Criminal History Information
The FEHC approved proposed regulations related to employer use of criminal history information in January. On the one hand, the regulations reiterate various provisions of existing state law that prohibit employers from using very specific criminal history information in employment decisions (such as hiring, promotion or termination). However, once the regulations take effect, you may not consider any nonfelony misdemeanor conviction related to marijuana possession that is more than two years old (rather than the current list of only specified misdemeanors).
In addition, the regulations also add significant new language prohibiting you from using criminal history information that has an "adverse impact" on employees based on protected category (such as gender, race and national origin), unless use of such information is job-related and consistent with business necessity.

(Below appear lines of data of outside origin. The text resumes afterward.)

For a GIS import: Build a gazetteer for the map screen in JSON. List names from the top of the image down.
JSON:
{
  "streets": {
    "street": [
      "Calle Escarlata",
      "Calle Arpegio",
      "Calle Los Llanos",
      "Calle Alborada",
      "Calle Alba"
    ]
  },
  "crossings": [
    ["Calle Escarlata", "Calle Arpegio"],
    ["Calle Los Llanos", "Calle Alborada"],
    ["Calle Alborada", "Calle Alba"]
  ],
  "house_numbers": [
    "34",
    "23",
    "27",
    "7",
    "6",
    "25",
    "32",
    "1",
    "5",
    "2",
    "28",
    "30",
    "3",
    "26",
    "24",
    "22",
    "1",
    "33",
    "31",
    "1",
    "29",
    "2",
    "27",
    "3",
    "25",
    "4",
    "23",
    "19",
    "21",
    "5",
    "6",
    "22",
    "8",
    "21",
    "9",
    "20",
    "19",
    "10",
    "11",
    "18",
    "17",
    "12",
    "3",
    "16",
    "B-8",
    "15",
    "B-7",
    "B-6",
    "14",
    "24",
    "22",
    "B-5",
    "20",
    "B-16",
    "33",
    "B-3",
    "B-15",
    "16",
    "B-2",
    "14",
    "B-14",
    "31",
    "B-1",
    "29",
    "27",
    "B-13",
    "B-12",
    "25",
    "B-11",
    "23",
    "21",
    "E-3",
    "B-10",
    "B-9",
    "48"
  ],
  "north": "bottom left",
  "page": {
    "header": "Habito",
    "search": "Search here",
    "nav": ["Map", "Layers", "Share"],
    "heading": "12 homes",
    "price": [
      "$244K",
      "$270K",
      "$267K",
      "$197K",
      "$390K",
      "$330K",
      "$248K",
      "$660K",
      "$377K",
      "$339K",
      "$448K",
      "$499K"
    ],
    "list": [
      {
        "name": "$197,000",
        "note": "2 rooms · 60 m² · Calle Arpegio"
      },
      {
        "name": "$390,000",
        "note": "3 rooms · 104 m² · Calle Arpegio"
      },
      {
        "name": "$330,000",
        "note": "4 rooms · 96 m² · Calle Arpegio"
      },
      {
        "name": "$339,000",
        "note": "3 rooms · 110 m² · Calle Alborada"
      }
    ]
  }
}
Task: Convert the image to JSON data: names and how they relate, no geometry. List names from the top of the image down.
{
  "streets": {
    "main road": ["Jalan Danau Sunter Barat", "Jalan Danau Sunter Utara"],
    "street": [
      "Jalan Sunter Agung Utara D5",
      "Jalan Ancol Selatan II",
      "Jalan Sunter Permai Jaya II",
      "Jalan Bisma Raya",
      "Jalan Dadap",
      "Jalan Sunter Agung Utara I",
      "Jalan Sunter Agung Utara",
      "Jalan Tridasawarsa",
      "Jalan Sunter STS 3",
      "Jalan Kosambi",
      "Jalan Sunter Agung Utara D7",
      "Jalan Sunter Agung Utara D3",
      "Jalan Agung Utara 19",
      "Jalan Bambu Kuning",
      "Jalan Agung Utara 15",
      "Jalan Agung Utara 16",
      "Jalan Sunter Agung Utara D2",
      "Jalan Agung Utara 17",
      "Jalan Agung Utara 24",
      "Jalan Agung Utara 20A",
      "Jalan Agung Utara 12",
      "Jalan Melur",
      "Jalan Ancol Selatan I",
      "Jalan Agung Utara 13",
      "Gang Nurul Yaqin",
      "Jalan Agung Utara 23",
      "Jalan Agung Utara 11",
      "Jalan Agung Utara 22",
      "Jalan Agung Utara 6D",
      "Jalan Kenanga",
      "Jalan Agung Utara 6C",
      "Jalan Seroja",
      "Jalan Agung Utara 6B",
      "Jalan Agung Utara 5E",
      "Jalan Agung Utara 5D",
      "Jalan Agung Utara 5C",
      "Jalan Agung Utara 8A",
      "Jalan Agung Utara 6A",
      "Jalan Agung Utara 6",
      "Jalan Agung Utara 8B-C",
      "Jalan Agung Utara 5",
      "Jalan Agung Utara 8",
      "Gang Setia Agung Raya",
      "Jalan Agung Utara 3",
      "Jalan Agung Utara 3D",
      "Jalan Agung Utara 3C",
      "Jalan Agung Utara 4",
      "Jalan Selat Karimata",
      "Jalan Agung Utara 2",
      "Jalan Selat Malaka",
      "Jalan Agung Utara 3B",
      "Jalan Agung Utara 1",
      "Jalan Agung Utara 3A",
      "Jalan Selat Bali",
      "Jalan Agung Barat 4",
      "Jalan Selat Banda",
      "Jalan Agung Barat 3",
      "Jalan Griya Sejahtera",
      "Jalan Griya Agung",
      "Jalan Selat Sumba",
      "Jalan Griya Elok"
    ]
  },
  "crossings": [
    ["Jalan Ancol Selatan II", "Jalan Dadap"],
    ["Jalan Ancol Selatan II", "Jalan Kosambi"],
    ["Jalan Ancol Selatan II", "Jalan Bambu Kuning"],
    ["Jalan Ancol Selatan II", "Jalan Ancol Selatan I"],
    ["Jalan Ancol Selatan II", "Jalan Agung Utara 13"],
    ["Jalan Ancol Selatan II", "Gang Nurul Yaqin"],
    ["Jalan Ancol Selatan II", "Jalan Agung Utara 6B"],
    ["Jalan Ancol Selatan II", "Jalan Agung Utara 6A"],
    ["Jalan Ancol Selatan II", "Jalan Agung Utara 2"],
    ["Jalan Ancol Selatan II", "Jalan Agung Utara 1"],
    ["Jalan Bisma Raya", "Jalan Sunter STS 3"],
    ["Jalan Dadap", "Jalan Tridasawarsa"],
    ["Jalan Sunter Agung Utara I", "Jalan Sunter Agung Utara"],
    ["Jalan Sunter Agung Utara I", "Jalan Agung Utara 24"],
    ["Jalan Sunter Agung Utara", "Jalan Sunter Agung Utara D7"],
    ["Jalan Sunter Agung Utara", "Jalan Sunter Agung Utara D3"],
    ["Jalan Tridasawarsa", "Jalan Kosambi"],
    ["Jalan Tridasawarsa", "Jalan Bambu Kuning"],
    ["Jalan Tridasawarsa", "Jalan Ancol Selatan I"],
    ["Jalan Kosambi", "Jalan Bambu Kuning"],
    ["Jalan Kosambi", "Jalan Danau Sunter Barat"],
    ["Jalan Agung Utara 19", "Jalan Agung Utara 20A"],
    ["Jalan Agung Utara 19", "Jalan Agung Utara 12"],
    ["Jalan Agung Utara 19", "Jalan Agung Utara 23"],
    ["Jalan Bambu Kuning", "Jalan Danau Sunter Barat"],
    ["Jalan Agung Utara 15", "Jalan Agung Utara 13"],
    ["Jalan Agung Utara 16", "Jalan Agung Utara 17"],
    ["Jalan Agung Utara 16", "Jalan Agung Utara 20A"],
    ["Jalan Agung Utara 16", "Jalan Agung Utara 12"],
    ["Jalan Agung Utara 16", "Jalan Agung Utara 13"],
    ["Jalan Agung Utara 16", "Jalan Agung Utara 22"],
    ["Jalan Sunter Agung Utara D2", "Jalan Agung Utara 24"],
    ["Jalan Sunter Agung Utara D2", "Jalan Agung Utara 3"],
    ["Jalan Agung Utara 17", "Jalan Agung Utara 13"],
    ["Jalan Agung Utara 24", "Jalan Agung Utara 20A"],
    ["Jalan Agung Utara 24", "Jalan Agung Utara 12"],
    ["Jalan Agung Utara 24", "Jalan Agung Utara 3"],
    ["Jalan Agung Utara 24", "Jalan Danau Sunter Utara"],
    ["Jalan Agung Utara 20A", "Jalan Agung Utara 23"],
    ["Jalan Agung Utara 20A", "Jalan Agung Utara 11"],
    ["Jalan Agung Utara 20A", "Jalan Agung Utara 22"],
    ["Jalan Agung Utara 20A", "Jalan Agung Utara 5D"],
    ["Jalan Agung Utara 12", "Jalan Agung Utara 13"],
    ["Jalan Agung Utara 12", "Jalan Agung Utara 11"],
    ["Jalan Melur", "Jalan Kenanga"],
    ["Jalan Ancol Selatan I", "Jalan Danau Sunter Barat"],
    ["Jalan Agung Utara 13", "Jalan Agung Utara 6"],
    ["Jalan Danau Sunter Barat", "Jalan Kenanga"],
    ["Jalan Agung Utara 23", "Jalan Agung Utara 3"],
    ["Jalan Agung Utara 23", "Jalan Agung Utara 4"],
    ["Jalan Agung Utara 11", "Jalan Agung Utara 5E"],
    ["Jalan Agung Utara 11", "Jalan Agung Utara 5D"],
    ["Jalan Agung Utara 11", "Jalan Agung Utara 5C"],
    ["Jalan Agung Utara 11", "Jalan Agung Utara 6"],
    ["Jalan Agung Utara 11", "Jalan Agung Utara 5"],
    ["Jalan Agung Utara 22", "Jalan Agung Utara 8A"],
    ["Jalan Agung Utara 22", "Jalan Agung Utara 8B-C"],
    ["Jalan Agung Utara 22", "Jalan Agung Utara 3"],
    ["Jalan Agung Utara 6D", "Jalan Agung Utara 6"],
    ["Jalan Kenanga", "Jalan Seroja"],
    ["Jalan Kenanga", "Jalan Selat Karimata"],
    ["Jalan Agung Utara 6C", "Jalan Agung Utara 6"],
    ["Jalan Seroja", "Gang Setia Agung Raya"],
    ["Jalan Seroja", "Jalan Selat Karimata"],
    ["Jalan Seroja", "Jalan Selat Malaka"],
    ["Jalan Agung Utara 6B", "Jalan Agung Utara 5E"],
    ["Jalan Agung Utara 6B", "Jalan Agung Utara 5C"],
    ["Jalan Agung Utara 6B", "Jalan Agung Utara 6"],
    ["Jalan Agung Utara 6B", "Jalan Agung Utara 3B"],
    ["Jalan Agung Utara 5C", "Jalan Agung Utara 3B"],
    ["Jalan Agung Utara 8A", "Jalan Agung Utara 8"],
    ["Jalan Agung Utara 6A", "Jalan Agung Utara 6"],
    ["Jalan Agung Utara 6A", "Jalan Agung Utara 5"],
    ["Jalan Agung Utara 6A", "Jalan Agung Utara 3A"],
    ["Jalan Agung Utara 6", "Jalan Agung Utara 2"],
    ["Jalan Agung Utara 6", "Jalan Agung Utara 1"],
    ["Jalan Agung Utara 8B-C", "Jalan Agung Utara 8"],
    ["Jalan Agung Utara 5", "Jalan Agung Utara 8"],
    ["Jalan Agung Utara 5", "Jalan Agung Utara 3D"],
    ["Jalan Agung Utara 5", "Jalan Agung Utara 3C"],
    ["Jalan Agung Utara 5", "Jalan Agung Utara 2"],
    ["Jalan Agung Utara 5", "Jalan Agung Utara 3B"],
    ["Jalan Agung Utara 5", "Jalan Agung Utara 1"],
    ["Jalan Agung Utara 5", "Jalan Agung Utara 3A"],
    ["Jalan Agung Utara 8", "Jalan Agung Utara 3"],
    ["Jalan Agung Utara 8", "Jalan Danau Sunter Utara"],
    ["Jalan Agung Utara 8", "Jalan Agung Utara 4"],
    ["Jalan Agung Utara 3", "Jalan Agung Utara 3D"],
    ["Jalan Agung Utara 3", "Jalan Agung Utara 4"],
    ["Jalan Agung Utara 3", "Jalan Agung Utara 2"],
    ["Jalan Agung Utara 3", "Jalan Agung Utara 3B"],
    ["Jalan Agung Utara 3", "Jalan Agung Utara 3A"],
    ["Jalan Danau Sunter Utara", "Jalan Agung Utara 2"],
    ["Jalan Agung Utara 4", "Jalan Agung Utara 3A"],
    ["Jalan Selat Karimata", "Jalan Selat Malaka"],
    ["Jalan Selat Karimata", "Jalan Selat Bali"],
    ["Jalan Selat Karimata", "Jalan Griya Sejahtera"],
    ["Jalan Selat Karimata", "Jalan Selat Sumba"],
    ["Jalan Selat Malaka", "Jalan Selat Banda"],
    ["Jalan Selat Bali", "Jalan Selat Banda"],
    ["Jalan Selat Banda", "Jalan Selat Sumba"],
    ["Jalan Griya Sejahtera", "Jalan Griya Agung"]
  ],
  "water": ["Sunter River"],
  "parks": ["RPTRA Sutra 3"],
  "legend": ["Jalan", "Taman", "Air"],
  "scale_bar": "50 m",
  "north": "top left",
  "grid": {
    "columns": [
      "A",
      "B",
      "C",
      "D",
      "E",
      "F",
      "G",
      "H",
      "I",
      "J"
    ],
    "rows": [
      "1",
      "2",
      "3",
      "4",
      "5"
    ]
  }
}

The regulations also set forth new standards that must be met and a complex procedural process that must be followed when considering criminal convictions in hiring, with most of the burden falling on employers to satisfy certain requirements of the law.
Adverse Impact. The regulations largely echo federal cases and a 2012 informal guidance issued by the federal Equal Employment Opportunity Commission (EEOC) that state that use of criminal history may have a "disparate impact" on individuals in protected classifications.
The FEHC regulations use the term "adverse impact," but provide that this term means the same as "disparate impact" as used by the EEOC.
While the applicant or employee bears the initial burden of proving an adverse impact, the regulations state that this may be done through the use of conviction statistics or other evidence. The regulations specifically provide that state or national-level statistics that show a substantial disparity are presumed to be sufficient to establish an adverse impact. Given the widespread availability of data correlating criminal history, employment, and protected categories, it would be relatively easy to meet this burden of proof. Employers could overcome this presumption by showing there is reason to expect a markedly different result based on things like geographic area, the particular criminal conviction at issue or the particular job at issue.
Employer groups that opposed the FEHC regulations objected strenuously that there is absolutely no legal authority or support to establish a presumption of adverse impact based on national or state statistics. Even the EEOC guidance upon which these regulations are purportedly based did not create such a presumption, instead merely stating that national statistics are only one factor among many that the EEOC will consider in deciding whether to conduct an investigation. Nevertheless, California employers will soon be faced with the responsibility to comply with these regulations.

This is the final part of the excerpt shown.